What did the front office see in 2016 and 2017

After recovering from Tommy John surgery, Chatwood posted an ERA+ of 125 in 2016 and 108 in 2017. This is important because ERA+ is ballpark adjusted, and pitching in Coors Field is no easy task.  He averaged 5.8 in 2016 and 5.9 innings in 2017, struck out over 100 batters in each of those two years and induced a lot of ground ball outs.

Also, Chatwood was 27 in 2017 and with a pitching staff in 2017 boasting 38-year-old John Lackey, 33-year-old Jon Lester, and 31-year-old Jake Arrieta, and with Lackey headed to retirement, finding a capable and younger replacement seemed an ideal move.

Then, as John Steinbeck wrote, “The best-laid plans of mice and men often go awry.”  And they did go awry in 2018, very much awry, for the front office and Chatwood.

The renaissance year, so far

2019 started badly. In a March 31 appearance in Texas. Chatwood issued three walks, recorded no strikeouts, allowed a home run and three earned runs in 1 2/3 innings. Then things took a little turn.

The beginning was a two-inning, one run, no walks, two strikeout appearance in Atlanta.
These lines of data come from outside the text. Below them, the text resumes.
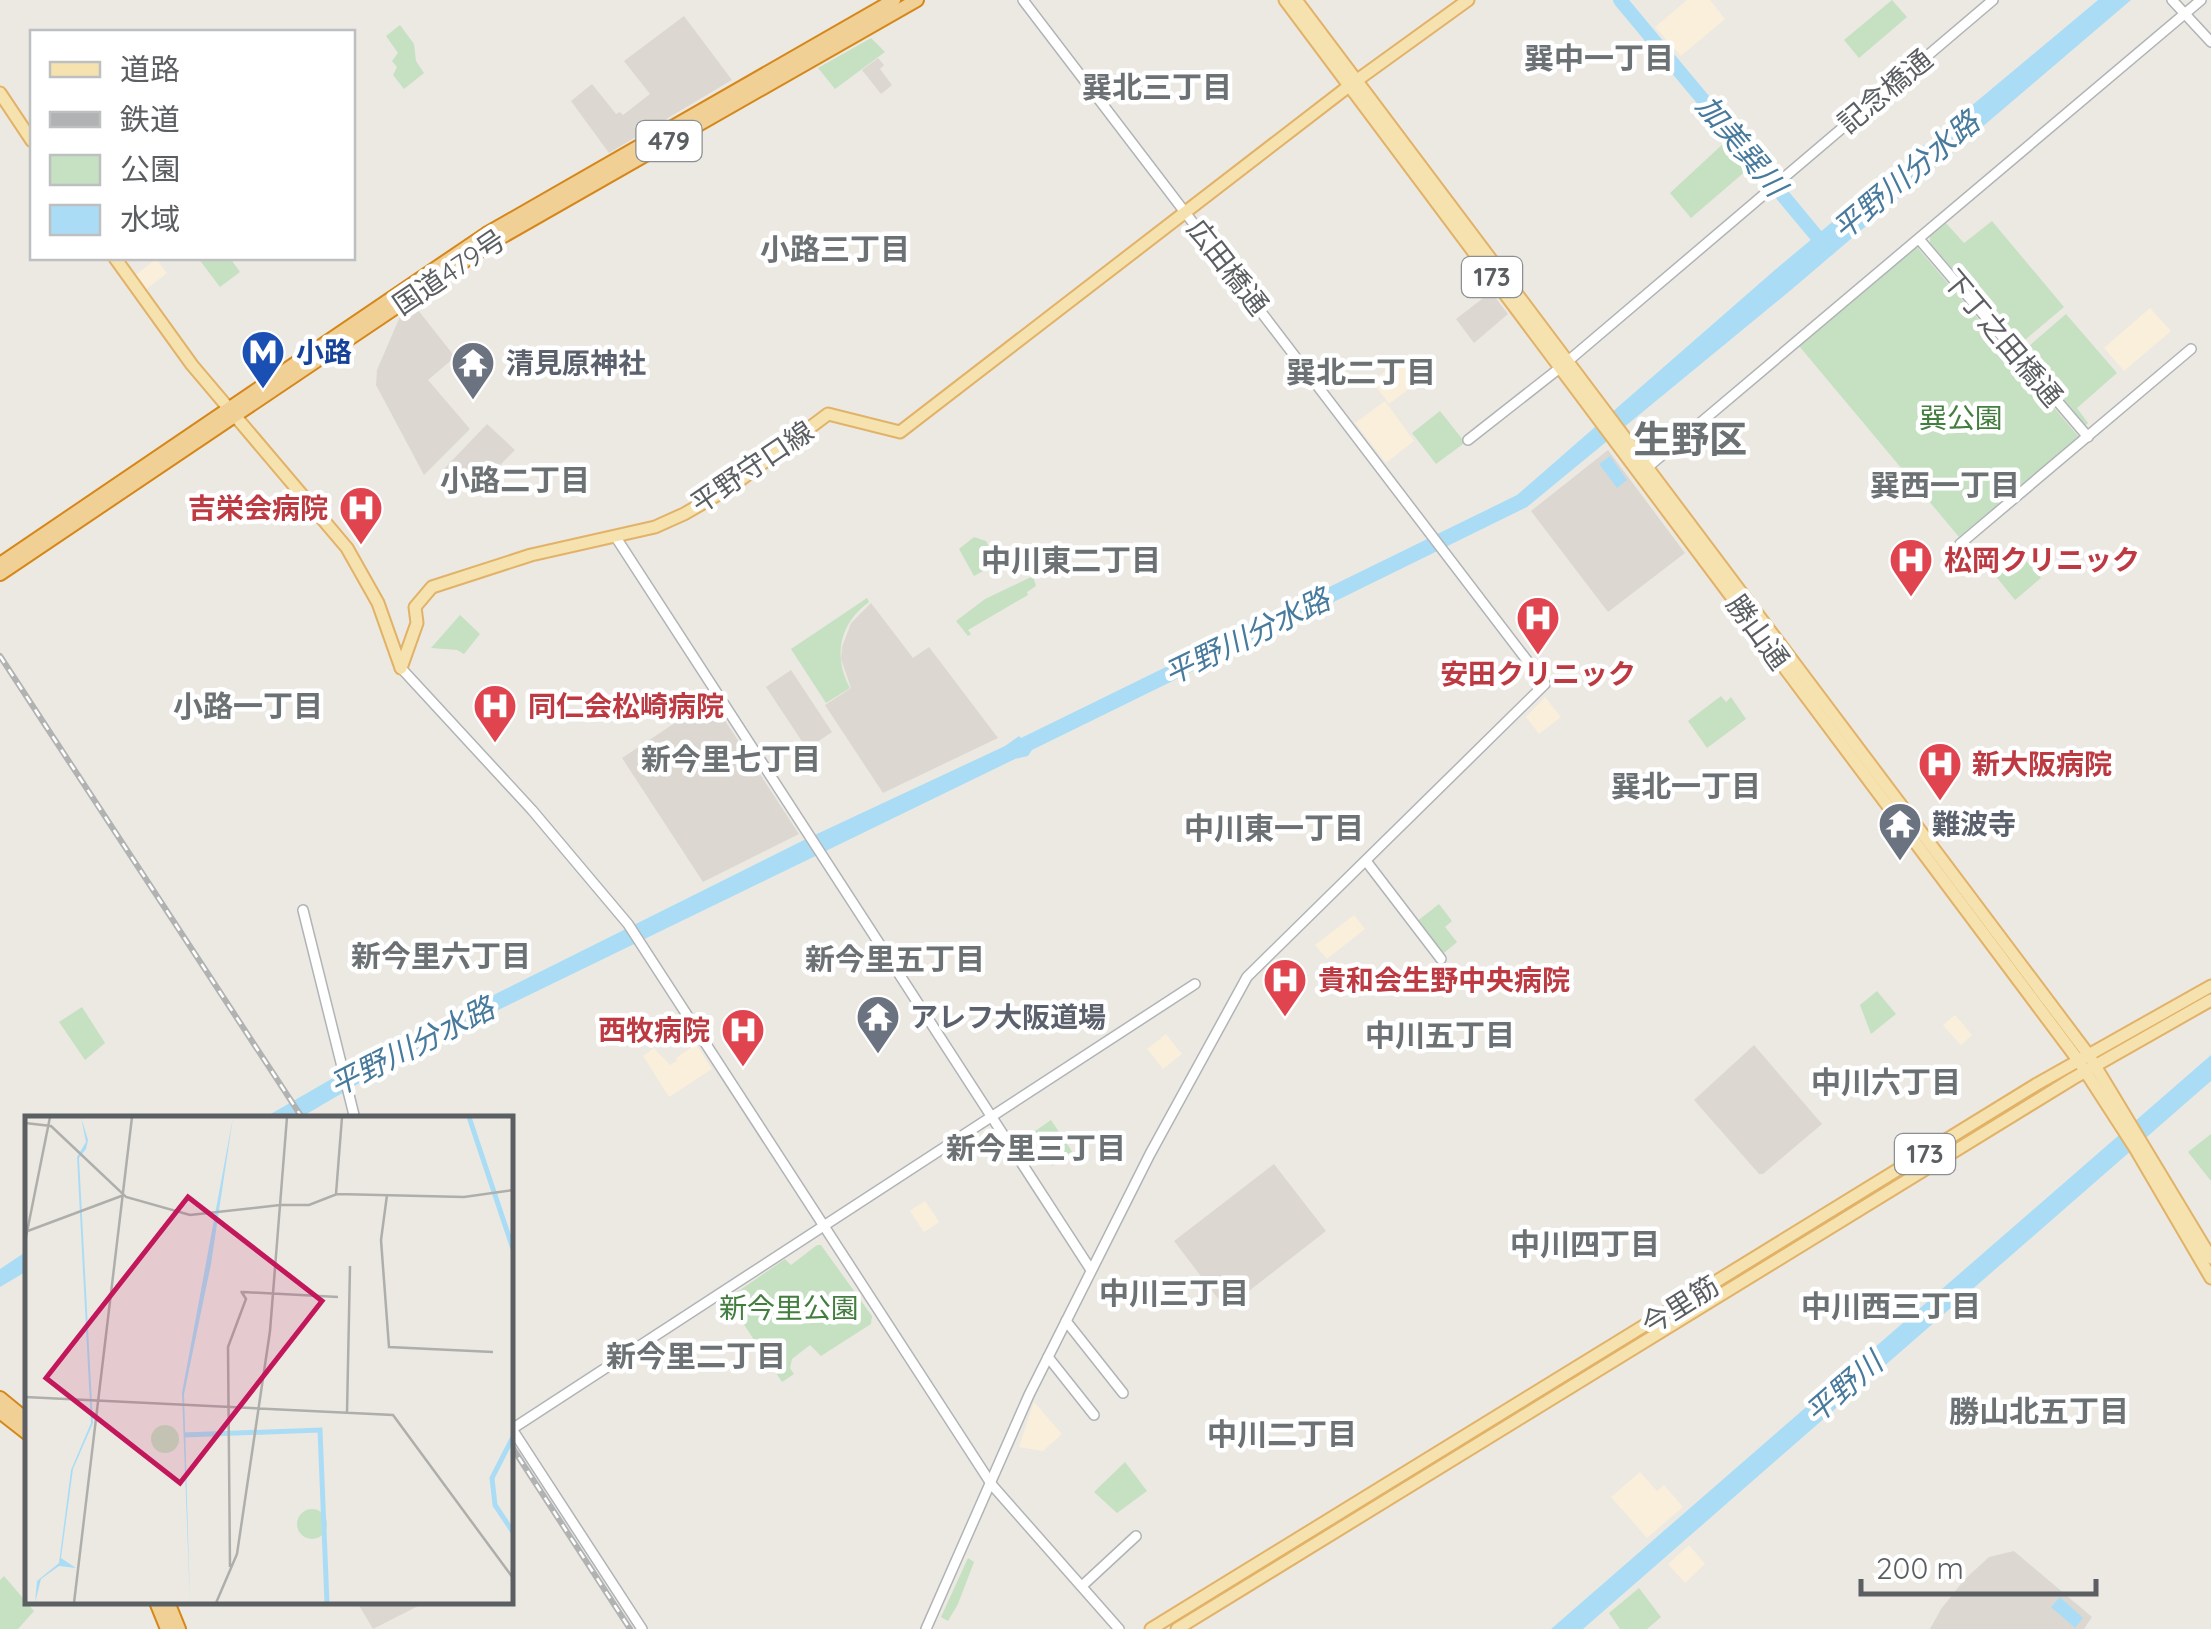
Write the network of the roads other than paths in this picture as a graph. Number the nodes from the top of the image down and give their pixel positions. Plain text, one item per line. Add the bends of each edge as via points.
1 (894, 0) edge
2 (917, 0) edge
3 (1023, 0) edge
4 (1285, 0) edge
5 (1296, 0) edge
6 (1468, 0) edge
7 (1993, 0) edge
8 (2172, 0) edge
9 (2202, 0) edge
10 (2184, 14) junction
11 (2211, 42) edge
12 (1353, 83) junction
13 (0, 92) edge
14 (30, 138) edge
15 (1187, 214) junction
16 (1919, 238) junction
17 (116, 260) edge
18 (2191, 349) dead end
19 (1564, 364) junction
20 (232, 411) junction
21 (1616, 435) junction
22 (2088, 437) junction
23 (1468, 440) dead end
24 (1648, 467) junction
25 (615, 536) junction
26 (1960, 544) dead end
27 (0, 564) edge
28 (0, 574) edge
29 (401, 668) junction
30 (1366, 861) junction
31 (303, 910) dead end
32 (1441, 959) dead end
33 (1195, 984) dead end
34 (2211, 986) edge
35 (2211, 1000) edge
36 (2087, 1063) junction
37 (353, 1116) edge
38 (991, 1117) junction
39 (2139, 1145) junction
40 (823, 1226) junction
41 (2211, 1258) edge
42 (1092, 1270) junction
43 (2211, 1278) edge
44 (1066, 1321) junction
45 (1048, 1357) junction
46 (1123, 1393) dead end
47 (0, 1398) edge
48 (0, 1412) edge
49 (1094, 1415) dead end
50 (25, 1419) edge
51 (512, 1426) edge
52 (512, 1429) edge
53 (25, 1432) edge
54 (992, 1484) junction
55 (1136, 1536) dead end
56 (1082, 1586) junction
57 (157, 1604) edge
58 (169, 1604) edge
59 (167, 1629) edge
60 (179, 1629) edge
61 (642, 1629) edge
62 (926, 1629) edge
63 (1119, 1629) edge
64 (1151, 1629) edge
65 (1177, 1629) edge

1 - 20 highway, 国道479号 / 479 via 486,234
2 - 20 highway, 国道479号 / 479 via 493,242
3 - 15 street, 広田橋通
4 - 12 main road, 勝山通 / 173
5 - 12 main road, 勝山通 / 173
6 - 12 main road, 平野守口線
7 - 19 street, 記念橋通
8 - 10 street
9 - 10 street
10 - 11 street
10 - 16 street
12 - 15 main road, 平野守口線
12 - 19 main road, 勝山通 / 173
13 - 14 main road
15 - 25 main road, 平野守口線 via 900,432 828,414 716,496 655,527
15 - 30 street, 広田橋通 via 1545,684
16 - 22 street, 下丁之田橋通
16 - 24 street
17 - 20 main road
18 - 22 street
19 - 21 main road, 勝山通 / 173
19 - 23 street, 記念橋通
20 - 27 highway, 国道479号 / 479
20 - 28 highway, 国道479号 / 479
20 - 29 main road via 347,548 378,603
21 - 24 main road, 勝山通 / 173
21 - 36 main road, 勝山通 / 173
22 - 26 street
24 - 36 main road, 勝山通 / 173
25 - 29 main road, 平野守口線 via 432,587 415,607 414,634
25 - 38 street
29 - 40 street via 628,924
30 - 32 street
30 - 42 street via 1247,978
31 - 37 street
33 - 38 street
34 - 36 main road, 今里筋
35 - 36 main road, 今里筋
36 - 39 main road, 勝山通
36 - 64 main road, 今里筋 / 173
36 - 65 main road, 今里筋 / 173
38 - 40 street
38 - 42 street
39 - 41 main road, 勝山通
39 - 43 main road, 勝山通
40 - 51 street
40 - 54 street
42 - 44 street
44 - 45 street
44 - 46 street
45 - 49 street
45 - 54 street
47 - 50 highway
48 - 53 highway
52 - 61 street
54 - 56 street
54 - 62 street
55 - 56 street
56 - 63 street
57 - 59 highway
58 - 60 highway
Two appearances in Milwaukee (1 1/3 innings, no runs, three Ks, two walks) and Pittsburgh (one inning, no runs, one walk, and a strikeout) seemed to signal a further turn of events.

The start

Then came April 21 and the spot start against the Diamondbacks.  At this point 19 games into the season, the Cubs were under .500 at 9-10, in fourth place, and the rumblings were growing louder by the day.  This would be Chatwood’s first start since August 18, 2018.  No one was holding their breath.
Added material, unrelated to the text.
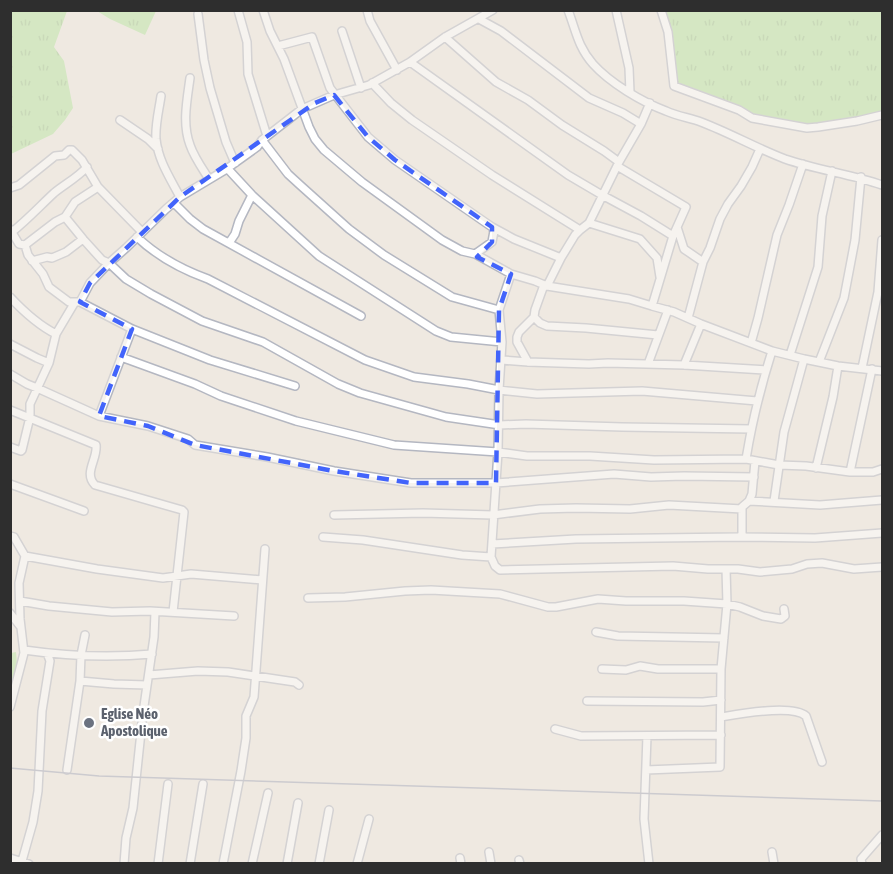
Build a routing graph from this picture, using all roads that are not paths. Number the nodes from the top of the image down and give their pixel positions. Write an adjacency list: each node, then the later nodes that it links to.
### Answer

Turns out if you had bet the house on Chatwood on that April 21 game you’d be set for life.  In six innings, he allowed no runs, on two hits, three Ks and two walks.

The Cubs won 2-1 to go to 10-10, and since then the Cubs have been on a roll.  Chatwood has been key in this hot streak.  In 16 1/3 innings since April 21, he’s gone 3-0 and pitched to a 2.76 ERA, and in the last two games, he’s been all but lights out, with a 1.50 ERA, and 1.000 WHIP.

Oh, and as we saw on Thursday, the guy can hit a little, too.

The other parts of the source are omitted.